# [WHAT YOU HAVE TO DO]
Nothing in the entries may change when they are transcribed.

# [RECORD EXTRACTS]
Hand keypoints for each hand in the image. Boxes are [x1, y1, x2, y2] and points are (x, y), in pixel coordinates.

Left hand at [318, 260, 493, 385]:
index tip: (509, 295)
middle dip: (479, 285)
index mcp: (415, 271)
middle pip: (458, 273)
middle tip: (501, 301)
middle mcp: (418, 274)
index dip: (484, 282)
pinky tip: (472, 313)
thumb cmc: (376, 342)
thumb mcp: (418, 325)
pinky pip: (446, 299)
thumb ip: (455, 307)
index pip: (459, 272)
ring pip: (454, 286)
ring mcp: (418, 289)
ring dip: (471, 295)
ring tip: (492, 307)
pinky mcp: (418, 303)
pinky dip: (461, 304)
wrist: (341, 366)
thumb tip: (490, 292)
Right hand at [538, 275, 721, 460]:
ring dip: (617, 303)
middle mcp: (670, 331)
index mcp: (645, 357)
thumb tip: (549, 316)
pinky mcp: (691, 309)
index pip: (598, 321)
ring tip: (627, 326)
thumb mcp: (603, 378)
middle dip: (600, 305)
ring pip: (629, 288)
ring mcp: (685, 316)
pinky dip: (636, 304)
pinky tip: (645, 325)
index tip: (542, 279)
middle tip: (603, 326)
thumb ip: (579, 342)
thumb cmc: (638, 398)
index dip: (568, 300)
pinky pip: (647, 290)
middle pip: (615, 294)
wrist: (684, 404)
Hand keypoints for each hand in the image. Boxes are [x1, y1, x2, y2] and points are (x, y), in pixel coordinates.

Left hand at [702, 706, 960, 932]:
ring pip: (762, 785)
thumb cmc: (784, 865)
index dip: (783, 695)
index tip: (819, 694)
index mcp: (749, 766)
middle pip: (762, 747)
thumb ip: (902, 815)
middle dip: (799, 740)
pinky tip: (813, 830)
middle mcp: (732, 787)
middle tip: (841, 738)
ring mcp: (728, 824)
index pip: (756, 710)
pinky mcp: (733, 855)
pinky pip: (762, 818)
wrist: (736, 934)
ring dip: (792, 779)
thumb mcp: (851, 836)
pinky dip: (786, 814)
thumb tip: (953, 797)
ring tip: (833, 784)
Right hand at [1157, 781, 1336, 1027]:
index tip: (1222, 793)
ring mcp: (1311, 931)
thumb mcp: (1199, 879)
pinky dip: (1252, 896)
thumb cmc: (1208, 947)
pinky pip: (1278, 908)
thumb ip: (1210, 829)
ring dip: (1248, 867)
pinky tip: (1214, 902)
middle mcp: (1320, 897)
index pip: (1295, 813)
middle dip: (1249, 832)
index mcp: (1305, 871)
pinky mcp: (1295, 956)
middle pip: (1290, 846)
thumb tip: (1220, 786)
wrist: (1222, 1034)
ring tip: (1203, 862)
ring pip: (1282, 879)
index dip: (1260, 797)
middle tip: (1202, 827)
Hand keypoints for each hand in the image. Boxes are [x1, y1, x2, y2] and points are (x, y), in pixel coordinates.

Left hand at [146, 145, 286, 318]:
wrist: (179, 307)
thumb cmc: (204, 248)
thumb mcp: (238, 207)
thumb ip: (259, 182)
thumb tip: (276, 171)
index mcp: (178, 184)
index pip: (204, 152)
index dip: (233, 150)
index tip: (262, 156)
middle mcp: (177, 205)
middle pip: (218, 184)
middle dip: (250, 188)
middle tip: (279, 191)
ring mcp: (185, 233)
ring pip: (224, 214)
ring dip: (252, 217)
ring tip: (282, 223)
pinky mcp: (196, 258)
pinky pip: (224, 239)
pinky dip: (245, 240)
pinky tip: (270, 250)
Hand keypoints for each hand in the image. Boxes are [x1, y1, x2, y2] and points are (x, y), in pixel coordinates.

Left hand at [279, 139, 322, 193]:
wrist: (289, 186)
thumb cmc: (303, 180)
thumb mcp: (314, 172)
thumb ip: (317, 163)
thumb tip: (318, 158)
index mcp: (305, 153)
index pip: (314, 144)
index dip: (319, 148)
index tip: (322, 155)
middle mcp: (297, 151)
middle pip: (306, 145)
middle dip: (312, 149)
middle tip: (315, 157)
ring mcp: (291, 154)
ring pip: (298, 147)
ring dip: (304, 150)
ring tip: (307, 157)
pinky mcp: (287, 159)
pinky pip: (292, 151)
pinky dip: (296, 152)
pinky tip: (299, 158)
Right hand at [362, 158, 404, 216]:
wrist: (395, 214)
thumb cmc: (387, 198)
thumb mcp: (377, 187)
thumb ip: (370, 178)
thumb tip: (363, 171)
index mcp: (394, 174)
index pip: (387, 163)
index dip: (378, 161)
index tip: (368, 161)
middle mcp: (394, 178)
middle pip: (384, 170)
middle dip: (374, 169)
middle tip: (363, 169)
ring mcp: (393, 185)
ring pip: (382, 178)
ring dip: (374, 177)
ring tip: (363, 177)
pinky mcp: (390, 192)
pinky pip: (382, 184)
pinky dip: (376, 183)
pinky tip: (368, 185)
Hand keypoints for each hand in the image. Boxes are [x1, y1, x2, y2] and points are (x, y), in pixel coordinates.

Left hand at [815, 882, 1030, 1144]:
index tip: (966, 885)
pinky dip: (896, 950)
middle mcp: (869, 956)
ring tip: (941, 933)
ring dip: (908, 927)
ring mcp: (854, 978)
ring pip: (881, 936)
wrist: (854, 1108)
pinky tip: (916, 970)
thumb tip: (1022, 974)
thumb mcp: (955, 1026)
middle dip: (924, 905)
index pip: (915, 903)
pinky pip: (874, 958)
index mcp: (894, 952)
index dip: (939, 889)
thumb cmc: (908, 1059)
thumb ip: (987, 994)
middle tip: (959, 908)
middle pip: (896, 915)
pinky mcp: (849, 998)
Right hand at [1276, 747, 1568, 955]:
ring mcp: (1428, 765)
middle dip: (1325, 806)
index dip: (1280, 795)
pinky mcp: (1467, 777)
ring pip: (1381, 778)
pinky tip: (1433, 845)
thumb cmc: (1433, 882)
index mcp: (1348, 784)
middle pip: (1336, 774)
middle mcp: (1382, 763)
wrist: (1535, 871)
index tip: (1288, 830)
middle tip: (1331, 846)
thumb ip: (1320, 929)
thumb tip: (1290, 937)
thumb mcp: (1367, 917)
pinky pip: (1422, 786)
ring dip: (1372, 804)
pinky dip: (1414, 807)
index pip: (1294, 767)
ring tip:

# [TASK SOLUTION]
Hand keypoints for each hand in the image. Boxes are [x1, y1, x2, y2] and points are (x, y), in pixel coordinates.

Left hand at [318, 260, 493, 385]:
index tip: (509, 295)
middle dip: (479, 285)
index mcp: (415, 271)
middle pip: (458, 273)
middle tip: (501, 301)
middle mcp: (418, 274)
index dip: (484, 282)
pinky tip: (472, 313)
thumb cmc: (376, 342)
thumb mcp: (418, 325)
pinky pip: (446, 299)
thumb ip: (455, 307)
index pip: (459, 272)
ring pip: (454, 286)
ring mcp: (418, 289)
ring dip: (471, 295)
ring tip: (492, 307)
pinky mcp: (418, 303)
pinky dip: (461, 304)
wrist: (341, 366)
thumb tip: (490, 292)
Right hand at [538, 275, 721, 460]:
ring dip: (617, 303)
middle mcp: (670, 331)
index mcp: (645, 357)
thumb tip: (549, 316)
pinky mcp: (691, 309)
index pip: (598, 321)
ring tip: (627, 326)
thumb mcp: (603, 378)
middle dip: (600, 305)
ring pip: (629, 288)
ring mcp: (685, 316)
pinky dip: (636, 304)
pinky tip: (645, 325)
index tip: (542, 279)
middle tip: (603, 326)
thumb ip: (579, 342)
thumb cmc: (638, 398)
index dip: (568, 300)
pinky pip: (647, 290)
middle pip: (615, 294)
wrist: (684, 404)
Hand keypoints for each hand in the image. Boxes are [x1, y1, x2, y2] and points are (x, y), in pixel coordinates.

Left hand at [702, 706, 960, 932]:
ring pip: (762, 785)
thumb cmc: (784, 865)
index dip: (783, 695)
index tip: (819, 694)
index mcp: (749, 766)
middle pip: (762, 747)
thumb ip: (902, 815)
middle dip: (799, 740)
pinky tip: (813, 830)
middle mcp: (732, 787)
middle tip: (841, 738)
ring mcp: (728, 824)
index pip: (756, 710)
pinky mcp: (733, 855)
pinky pip: (762, 818)
wrist: (736, 934)
ring dip: (792, 779)
thumb mcp: (851, 836)
pinky dip: (786, 814)
thumb tip: (953, 797)
ring tip: (833, 784)
Right hand at [1157, 781, 1336, 1027]:
index tip: (1222, 793)
ring mcp: (1311, 931)
thumb mcp: (1199, 879)
pinky dip: (1252, 896)
thumb cmc: (1208, 947)
pinky pip: (1278, 908)
thumb ip: (1210, 829)
ring dip: (1248, 867)
pinky tip: (1214, 902)
middle mcp: (1320, 897)
index pip: (1295, 813)
middle dip: (1249, 832)
index mcp: (1305, 871)
pinky mcp: (1295, 956)
middle pip: (1290, 846)
thumb tip: (1220, 786)
wrist: (1222, 1034)
ring tip: (1203, 862)
ring pip: (1282, 879)
index dip: (1260, 797)
middle tip: (1202, 827)
Hand keypoints for each hand in the image. Boxes are [x1, y1, x2, y2] and points are (x, y), in pixel coordinates.

Left hand at [146, 145, 286, 318]:
wrist: (179, 307)
thumb cmc: (204, 248)
thumb mcp: (238, 207)
thumb ip: (259, 182)
thumb tip: (276, 171)
index mcp: (178, 184)
index pip: (204, 152)
index dip: (233, 150)
index tip: (262, 156)
middle mcp: (177, 205)
middle pip: (218, 184)
middle dip: (250, 188)
middle tip: (279, 191)
ring mcp: (185, 233)
ring pip: (224, 214)
ring dip: (252, 217)
ring tip: (282, 223)
pinky mcp: (196, 258)
pinky pip: (224, 239)
pinky dip: (245, 240)
pinky tip: (270, 250)
Hand keypoints for each hand in the image. Boxes are [x1, y1, x2, y2] and points are (x, y), in pixel coordinates.

Left hand at [279, 139, 322, 193]:
wrist: (289, 186)
thumb cmc: (303, 180)
thumb mcp: (314, 172)
thumb ip: (317, 163)
thumb tip: (318, 158)
index mcp: (305, 153)
index pip: (314, 144)
index dip: (319, 148)
index tip: (322, 155)
middle mcp: (297, 151)
middle pip: (306, 145)
middle dip: (312, 149)
middle tip: (315, 157)
ring mcp: (291, 154)
ring pip: (298, 147)
ring dip: (304, 150)
ring tip: (307, 157)
pinky mcp: (287, 159)
pinky pip: (292, 151)
pinky dip: (296, 152)
pinky tip: (299, 158)
Right hand at [362, 158, 404, 216]:
wrist: (395, 214)
thumb cmc: (387, 198)
thumb mcp: (377, 187)
thumb ip: (370, 178)
thumb tip: (363, 171)
index mcp: (394, 174)
index pip: (387, 163)
index dip: (378, 161)
index tip: (368, 161)
middle mcp: (394, 178)
middle pip: (384, 170)
middle dip: (374, 169)
middle tip: (363, 169)
ring mcp: (393, 185)
ring pip: (382, 178)
ring dip: (374, 177)
ring tip: (363, 177)
pinky mcp: (390, 192)
pinky pip: (382, 184)
pinky dip: (376, 183)
pinky tip: (368, 185)
Hand keypoints for each hand in the image. Boxes are [x1, y1, x2, y2] and points are (x, y), in pixel coordinates.

Left hand at [815, 882, 1030, 1144]:
index tip: (966, 885)
pinky dip: (896, 950)
middle mcp: (869, 956)
ring tip: (941, 933)
ring dip: (908, 927)
ring mcp: (854, 978)
ring pip: (881, 936)
wrist: (854, 1108)
pinky tip: (916, 970)
thumb tip: (1022, 974)
thumb mcp: (955, 1026)
middle dip: (924, 905)
index pip: (915, 903)
pinky pip: (874, 958)
index mcp: (894, 952)
index dip: (939, 889)
thumb cmc: (908, 1059)
thumb ip: (987, 994)
middle tip: (959, 908)
middle pip: (896, 915)
pinky mcp: (849, 998)
Right hand at [1276, 747, 1568, 955]:
ring mcp: (1428, 765)
middle dip: (1325, 806)
index dip: (1280, 795)
pinky mcp: (1467, 777)
ring pip: (1381, 778)
pinky tip: (1433, 845)
thumb cmc: (1433, 882)
index mcp: (1348, 784)
middle pip: (1336, 774)
middle mcp: (1382, 763)
wrist: (1535, 871)
index tip: (1288, 830)
middle tip: (1331, 846)
thumb ip: (1320, 929)
thumb tip: (1290, 937)
thumb mcp: (1367, 917)
pinky pip: (1422, 786)
ring dip: (1372, 804)
pinky dip: (1414, 807)
index pip: (1294, 767)
ring tip:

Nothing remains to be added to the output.